Stored items from a collection
"""

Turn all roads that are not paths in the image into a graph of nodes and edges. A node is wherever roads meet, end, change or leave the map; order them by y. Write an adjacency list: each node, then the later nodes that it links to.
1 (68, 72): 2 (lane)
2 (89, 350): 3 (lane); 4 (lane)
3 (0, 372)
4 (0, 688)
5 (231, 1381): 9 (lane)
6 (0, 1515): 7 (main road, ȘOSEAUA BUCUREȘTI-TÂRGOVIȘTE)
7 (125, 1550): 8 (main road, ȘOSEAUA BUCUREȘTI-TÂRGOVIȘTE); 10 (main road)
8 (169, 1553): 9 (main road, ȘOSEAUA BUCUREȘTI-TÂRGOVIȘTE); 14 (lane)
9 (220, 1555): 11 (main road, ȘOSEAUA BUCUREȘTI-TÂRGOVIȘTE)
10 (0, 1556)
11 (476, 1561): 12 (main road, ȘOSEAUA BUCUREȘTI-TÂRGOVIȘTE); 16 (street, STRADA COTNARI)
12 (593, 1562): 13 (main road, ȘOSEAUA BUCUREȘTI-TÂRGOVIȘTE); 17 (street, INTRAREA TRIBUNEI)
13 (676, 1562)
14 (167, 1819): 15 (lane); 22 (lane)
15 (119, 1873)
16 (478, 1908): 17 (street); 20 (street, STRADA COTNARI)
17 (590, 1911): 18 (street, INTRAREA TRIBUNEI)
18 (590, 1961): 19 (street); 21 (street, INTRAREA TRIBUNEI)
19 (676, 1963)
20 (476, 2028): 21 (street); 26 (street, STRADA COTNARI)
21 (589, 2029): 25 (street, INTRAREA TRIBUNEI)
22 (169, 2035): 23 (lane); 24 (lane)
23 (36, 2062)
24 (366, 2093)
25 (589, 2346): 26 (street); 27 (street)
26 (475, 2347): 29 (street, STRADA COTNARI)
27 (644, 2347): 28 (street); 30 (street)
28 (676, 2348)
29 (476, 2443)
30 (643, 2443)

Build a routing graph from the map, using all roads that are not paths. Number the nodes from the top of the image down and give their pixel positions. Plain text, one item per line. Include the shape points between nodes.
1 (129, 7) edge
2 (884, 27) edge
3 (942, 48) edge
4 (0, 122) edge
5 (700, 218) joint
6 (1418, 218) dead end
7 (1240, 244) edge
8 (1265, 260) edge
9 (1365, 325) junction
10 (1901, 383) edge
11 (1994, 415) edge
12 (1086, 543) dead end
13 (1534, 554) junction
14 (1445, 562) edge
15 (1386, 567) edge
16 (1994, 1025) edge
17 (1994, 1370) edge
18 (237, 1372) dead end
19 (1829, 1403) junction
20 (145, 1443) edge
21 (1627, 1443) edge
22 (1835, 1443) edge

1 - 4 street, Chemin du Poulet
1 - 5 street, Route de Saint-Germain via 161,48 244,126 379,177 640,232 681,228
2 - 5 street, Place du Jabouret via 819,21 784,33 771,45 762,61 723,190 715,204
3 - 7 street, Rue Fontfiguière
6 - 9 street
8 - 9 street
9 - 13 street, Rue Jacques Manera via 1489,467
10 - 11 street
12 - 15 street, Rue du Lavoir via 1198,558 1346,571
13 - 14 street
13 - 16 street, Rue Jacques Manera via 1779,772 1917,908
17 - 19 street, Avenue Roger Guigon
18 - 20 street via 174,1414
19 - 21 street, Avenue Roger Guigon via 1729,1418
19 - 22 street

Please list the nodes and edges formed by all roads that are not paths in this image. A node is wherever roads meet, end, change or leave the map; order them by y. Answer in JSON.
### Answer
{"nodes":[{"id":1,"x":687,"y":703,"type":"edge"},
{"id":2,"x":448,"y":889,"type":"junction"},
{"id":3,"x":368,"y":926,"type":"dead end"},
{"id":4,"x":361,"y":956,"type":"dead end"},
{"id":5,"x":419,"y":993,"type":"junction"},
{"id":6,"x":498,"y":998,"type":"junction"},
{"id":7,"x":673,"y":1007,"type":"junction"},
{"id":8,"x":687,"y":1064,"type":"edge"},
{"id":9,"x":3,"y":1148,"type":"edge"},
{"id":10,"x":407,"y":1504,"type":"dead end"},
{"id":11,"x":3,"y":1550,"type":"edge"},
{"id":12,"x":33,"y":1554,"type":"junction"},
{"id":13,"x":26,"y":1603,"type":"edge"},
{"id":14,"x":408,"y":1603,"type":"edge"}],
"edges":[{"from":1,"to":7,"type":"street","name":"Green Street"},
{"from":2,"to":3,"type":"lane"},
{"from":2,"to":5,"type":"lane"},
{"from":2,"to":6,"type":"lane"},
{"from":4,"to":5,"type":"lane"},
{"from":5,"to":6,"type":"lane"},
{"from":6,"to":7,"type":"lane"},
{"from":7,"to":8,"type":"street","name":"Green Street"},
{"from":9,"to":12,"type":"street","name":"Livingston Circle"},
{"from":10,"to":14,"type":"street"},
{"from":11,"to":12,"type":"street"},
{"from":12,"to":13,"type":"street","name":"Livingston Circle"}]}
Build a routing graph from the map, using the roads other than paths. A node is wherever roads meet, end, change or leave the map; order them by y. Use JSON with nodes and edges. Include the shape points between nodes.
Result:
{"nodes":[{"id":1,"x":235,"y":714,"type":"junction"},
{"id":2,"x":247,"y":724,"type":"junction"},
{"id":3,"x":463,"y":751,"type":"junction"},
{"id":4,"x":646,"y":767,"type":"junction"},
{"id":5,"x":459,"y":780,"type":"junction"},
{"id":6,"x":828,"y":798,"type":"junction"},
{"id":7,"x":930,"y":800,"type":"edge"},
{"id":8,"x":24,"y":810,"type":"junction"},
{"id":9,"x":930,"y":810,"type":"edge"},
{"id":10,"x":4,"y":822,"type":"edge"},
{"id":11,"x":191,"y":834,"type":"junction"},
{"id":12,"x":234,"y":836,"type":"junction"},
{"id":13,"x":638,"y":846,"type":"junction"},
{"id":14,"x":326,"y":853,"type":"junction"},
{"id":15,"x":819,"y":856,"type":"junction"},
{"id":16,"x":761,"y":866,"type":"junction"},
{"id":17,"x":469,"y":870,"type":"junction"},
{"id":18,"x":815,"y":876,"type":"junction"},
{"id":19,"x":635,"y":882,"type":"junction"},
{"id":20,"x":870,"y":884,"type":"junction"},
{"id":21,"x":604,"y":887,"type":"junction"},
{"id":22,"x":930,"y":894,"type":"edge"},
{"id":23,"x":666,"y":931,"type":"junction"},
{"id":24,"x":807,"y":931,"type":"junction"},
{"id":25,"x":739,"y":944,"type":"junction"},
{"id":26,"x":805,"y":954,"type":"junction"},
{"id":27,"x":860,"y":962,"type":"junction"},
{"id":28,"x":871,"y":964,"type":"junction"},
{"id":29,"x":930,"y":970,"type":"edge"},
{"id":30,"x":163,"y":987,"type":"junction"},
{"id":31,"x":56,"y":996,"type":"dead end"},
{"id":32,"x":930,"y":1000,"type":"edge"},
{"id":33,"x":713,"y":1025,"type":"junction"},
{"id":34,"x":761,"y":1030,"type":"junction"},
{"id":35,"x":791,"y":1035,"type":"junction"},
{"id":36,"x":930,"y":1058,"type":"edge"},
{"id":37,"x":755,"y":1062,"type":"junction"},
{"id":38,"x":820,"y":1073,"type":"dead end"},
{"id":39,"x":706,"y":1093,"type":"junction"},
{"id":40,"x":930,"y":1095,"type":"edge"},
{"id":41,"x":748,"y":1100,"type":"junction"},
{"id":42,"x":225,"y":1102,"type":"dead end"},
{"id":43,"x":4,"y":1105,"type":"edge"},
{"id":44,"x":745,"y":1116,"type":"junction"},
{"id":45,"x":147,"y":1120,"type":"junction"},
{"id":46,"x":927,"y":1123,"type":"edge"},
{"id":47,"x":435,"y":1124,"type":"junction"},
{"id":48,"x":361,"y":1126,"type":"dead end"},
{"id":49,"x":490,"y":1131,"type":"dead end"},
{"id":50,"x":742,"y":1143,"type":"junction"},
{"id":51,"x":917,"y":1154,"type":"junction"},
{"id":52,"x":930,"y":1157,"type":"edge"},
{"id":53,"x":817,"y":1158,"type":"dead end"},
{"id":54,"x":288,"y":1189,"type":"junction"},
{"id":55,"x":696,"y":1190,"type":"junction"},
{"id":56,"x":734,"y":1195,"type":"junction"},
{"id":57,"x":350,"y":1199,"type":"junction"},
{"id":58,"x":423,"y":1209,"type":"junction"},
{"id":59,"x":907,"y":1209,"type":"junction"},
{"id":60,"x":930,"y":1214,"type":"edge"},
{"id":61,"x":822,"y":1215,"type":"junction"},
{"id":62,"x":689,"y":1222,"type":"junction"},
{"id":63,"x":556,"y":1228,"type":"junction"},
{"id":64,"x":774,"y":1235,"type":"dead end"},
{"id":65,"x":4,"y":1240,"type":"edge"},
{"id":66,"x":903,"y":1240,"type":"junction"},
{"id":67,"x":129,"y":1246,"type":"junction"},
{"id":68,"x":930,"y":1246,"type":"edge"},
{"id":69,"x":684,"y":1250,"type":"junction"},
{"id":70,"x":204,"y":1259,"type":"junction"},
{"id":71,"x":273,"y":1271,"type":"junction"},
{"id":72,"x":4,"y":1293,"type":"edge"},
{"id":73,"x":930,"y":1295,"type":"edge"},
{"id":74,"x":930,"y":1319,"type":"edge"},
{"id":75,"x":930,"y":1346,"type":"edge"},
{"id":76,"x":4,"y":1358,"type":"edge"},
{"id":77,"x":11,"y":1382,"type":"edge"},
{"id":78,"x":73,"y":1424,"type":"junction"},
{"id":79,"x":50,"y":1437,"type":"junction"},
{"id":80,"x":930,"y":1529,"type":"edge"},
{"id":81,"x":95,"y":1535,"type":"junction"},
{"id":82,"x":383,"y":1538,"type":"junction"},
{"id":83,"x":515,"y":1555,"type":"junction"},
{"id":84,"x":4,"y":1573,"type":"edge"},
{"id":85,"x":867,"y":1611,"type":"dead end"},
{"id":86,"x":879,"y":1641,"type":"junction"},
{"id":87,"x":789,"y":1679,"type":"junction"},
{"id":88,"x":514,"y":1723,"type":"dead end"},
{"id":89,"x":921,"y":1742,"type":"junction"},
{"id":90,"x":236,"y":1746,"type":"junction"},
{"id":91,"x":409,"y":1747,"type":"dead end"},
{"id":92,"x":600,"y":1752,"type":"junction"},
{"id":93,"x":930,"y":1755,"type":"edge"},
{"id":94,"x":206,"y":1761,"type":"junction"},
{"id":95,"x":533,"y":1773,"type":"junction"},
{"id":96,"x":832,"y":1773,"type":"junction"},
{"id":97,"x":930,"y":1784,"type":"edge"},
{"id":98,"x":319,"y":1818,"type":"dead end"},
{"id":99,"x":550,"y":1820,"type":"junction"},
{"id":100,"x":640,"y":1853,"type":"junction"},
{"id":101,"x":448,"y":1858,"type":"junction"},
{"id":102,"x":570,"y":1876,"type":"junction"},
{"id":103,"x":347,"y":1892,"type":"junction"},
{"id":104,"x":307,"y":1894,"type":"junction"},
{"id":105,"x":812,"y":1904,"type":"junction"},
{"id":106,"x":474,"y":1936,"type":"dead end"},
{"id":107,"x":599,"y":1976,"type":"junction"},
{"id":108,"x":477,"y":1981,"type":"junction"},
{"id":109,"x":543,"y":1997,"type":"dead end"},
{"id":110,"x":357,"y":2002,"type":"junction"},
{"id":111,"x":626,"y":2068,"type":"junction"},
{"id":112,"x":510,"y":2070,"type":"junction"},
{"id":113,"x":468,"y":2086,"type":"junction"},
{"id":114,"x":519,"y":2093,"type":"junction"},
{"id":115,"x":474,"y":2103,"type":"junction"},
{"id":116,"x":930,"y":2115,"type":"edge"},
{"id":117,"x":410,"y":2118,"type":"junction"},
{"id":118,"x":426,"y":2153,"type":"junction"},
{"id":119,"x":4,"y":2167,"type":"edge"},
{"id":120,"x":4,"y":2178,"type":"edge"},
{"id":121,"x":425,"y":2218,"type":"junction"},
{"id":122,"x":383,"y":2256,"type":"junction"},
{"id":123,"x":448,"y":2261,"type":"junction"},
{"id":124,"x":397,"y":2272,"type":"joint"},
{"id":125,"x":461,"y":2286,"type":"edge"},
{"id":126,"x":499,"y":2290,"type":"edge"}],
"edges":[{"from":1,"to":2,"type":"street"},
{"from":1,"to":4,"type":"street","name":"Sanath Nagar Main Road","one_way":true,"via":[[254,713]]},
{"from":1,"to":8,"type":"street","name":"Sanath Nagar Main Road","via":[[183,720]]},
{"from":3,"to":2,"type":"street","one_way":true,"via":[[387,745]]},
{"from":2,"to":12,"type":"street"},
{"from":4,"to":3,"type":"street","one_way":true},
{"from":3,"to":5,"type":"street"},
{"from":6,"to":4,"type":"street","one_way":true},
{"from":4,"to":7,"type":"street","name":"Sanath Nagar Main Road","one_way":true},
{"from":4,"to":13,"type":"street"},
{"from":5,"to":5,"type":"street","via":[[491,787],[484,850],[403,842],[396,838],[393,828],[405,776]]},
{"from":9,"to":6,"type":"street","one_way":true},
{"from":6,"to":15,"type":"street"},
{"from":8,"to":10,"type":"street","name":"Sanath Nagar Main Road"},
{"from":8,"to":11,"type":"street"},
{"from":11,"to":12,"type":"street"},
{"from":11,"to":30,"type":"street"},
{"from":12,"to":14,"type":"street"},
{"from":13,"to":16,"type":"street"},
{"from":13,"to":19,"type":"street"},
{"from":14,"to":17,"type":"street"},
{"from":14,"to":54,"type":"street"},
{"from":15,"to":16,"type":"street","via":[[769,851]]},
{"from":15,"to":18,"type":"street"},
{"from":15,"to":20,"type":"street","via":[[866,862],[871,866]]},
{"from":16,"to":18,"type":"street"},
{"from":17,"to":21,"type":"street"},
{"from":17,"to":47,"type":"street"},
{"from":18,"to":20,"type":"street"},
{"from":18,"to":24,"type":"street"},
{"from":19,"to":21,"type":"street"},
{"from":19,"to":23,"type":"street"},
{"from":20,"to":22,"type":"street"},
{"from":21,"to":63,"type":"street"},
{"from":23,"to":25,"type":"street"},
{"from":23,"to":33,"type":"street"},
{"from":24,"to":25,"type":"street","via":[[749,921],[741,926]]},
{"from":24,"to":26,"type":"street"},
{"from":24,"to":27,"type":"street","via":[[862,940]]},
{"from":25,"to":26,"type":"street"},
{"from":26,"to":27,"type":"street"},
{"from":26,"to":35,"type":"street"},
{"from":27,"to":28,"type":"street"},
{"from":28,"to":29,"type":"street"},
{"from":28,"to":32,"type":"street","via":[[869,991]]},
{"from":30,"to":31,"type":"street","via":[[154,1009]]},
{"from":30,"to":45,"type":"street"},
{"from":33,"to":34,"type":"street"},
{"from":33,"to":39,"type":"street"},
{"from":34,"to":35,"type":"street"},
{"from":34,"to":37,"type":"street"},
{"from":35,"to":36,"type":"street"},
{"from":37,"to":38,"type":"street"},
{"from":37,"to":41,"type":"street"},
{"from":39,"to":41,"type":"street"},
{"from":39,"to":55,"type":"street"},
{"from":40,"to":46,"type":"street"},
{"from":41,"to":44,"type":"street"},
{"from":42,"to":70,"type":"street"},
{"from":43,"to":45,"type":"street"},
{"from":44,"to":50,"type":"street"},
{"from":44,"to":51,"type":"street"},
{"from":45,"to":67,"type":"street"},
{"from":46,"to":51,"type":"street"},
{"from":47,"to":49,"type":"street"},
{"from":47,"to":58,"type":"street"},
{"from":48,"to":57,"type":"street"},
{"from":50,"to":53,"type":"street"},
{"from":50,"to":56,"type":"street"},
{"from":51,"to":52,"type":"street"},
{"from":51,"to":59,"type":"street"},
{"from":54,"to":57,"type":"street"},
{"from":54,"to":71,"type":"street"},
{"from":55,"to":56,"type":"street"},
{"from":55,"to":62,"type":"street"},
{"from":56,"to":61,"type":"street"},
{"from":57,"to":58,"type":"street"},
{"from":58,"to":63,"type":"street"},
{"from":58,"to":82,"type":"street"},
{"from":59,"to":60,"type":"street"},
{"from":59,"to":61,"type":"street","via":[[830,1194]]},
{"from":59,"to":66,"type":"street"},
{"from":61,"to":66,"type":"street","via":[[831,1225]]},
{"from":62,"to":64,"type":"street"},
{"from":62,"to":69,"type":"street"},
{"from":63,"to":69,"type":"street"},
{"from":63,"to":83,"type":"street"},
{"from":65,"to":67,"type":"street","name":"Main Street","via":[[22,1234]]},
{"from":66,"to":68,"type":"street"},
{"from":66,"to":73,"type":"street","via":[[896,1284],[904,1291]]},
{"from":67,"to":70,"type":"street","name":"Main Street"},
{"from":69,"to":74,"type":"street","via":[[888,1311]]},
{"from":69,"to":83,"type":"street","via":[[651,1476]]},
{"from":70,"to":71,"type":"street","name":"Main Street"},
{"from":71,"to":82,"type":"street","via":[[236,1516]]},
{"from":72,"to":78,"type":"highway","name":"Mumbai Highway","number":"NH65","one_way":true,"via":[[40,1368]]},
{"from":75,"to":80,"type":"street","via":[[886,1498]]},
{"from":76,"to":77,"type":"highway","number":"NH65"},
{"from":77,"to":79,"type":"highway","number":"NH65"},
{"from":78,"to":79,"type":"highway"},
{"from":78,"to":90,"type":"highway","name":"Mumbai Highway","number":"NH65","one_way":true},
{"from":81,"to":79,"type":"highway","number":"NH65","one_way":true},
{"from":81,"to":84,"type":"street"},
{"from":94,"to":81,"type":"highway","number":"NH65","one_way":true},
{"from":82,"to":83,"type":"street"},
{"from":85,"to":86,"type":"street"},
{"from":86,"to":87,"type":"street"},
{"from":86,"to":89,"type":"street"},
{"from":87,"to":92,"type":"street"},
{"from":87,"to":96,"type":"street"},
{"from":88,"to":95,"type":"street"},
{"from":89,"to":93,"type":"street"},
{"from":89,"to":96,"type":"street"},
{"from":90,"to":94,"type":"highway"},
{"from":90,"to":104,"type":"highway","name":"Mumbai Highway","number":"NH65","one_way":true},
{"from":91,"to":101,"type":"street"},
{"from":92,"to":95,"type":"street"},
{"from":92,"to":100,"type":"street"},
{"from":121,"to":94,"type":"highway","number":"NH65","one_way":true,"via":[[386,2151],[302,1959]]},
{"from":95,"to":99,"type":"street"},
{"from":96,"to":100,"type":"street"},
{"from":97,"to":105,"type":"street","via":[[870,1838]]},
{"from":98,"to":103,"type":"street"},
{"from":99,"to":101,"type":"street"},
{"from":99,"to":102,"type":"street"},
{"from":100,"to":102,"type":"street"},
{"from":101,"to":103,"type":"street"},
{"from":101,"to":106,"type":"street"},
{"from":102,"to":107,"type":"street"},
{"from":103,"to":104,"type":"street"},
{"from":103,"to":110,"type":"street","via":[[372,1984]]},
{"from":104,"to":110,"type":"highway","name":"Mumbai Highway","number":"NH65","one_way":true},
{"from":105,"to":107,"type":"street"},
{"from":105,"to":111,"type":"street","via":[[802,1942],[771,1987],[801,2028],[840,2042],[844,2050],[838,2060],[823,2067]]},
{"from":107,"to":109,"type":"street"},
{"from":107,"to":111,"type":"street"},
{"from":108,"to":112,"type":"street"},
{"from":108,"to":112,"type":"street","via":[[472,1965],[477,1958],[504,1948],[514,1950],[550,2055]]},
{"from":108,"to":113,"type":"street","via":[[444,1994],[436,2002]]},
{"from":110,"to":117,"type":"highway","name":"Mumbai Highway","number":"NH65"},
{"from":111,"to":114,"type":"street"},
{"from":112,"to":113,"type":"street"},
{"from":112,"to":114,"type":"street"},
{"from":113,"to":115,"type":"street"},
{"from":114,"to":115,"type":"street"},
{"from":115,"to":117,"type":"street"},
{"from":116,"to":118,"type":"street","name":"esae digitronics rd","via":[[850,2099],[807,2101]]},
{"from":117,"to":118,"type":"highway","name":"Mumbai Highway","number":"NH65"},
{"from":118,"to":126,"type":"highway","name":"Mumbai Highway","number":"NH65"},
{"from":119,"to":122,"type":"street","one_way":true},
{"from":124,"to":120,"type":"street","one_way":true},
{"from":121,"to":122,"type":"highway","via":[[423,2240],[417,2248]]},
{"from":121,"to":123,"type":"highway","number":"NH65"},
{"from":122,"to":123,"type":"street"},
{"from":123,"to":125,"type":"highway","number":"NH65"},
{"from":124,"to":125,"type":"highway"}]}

"""

# EXERCISE REQUIREMENTS
When a line of the records includes "Livingston", that line belongs in the answer.

# EXERCISE ANSWER
{"from":9,"to":12,"type":"street","name":"Livingston Circle"},
{"from":12,"to":13,"type":"street","name":"Livingston Circle"}]}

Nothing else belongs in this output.